- [Task statement]: Search term "Groes": copy each line of the records that contains it.

------------------------------------

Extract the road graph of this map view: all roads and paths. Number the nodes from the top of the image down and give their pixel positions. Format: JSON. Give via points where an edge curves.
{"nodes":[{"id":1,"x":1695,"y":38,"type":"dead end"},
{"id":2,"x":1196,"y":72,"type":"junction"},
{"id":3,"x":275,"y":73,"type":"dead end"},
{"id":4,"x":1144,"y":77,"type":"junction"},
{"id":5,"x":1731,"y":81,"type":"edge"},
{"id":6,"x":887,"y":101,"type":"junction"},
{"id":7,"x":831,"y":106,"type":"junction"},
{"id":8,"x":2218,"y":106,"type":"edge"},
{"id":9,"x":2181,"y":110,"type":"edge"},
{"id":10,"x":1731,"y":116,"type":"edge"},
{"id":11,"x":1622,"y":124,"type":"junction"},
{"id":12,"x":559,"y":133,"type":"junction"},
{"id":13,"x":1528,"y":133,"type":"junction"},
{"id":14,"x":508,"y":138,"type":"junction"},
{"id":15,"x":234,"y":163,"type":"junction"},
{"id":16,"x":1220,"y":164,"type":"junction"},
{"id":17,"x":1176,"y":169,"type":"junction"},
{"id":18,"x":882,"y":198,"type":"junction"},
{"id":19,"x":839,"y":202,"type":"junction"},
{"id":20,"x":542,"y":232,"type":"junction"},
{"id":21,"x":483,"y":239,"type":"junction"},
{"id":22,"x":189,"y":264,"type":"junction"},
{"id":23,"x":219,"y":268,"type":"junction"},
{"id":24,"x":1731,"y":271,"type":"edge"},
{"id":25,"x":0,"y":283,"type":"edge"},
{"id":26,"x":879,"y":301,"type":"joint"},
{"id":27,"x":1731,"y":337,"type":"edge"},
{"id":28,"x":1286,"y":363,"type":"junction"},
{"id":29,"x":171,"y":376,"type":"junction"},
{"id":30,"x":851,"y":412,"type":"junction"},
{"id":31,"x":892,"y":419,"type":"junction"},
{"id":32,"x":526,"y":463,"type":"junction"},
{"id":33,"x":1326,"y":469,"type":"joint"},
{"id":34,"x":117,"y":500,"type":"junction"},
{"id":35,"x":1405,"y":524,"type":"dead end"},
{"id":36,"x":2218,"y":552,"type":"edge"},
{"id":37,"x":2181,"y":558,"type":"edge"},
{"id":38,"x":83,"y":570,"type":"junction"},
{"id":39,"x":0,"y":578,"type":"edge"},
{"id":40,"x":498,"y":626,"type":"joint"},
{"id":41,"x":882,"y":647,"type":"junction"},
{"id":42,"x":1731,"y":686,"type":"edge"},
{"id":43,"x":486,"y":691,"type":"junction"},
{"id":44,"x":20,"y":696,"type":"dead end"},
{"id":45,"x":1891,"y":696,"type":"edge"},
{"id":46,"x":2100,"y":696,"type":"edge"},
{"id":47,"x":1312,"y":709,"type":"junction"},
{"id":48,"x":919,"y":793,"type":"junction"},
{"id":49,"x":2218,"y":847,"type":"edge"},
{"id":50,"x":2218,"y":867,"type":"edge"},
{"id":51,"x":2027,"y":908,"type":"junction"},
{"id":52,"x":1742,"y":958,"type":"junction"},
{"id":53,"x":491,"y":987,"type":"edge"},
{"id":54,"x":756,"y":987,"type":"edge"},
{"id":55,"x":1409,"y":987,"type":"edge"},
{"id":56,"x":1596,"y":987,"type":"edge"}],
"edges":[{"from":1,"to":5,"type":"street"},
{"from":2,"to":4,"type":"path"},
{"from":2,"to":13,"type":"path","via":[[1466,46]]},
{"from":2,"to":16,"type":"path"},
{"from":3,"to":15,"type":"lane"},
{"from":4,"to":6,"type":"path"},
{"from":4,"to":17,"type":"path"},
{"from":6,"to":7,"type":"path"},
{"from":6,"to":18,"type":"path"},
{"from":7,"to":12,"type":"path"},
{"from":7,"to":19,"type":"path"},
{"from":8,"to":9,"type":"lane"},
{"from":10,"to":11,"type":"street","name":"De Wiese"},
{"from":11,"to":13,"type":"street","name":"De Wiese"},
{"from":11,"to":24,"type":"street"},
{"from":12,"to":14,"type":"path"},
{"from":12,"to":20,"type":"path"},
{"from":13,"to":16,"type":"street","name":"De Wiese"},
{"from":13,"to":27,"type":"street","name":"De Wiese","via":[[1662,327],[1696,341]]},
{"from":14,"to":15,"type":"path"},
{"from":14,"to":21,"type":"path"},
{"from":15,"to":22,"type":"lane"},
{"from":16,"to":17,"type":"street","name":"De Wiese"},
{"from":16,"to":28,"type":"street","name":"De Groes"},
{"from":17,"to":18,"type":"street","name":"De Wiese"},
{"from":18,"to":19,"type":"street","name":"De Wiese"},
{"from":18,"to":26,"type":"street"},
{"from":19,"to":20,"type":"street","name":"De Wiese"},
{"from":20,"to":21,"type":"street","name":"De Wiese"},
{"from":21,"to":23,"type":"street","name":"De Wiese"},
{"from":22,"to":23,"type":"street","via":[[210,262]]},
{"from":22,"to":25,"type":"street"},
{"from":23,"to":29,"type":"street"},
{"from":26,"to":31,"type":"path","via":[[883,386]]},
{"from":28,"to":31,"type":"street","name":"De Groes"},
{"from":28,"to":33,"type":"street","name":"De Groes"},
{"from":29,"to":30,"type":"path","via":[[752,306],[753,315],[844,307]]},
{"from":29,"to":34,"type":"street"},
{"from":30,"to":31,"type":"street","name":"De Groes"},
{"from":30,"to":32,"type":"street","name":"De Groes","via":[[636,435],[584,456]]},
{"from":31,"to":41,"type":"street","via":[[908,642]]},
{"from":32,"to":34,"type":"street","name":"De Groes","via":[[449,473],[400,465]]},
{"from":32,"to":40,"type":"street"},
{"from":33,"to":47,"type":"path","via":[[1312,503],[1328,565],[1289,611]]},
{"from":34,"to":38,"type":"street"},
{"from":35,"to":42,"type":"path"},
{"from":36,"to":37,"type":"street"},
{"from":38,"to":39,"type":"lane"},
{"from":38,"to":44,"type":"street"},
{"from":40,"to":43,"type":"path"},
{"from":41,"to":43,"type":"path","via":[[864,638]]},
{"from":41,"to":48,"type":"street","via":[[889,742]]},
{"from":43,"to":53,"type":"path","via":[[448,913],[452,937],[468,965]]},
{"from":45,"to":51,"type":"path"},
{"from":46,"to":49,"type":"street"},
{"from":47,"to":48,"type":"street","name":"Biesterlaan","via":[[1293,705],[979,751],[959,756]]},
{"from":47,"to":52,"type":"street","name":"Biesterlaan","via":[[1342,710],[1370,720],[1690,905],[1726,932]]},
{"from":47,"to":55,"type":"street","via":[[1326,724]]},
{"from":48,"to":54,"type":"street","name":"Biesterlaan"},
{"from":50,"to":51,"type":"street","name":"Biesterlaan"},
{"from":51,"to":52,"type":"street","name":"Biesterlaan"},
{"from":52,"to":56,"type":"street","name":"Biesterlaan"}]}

------------------------------------

- [Answer area]:
{"from":16,"to":28,"type":"street","name":"De Groes"},
{"from":28,"to":31,"type":"street","name":"De Groes"},
{"from":28,"to":33,"type":"street","name":"De Groes"},
{"from":30,"to":31,"type":"street","name":"De Groes"},
{"from":30,"to":32,"type":"street","name":"De Groes","via":[[636,435],[584,456]]},
{"from":32,"to":34,"type":"street","name":"De Groes","via":[[449,473],[400,465]]},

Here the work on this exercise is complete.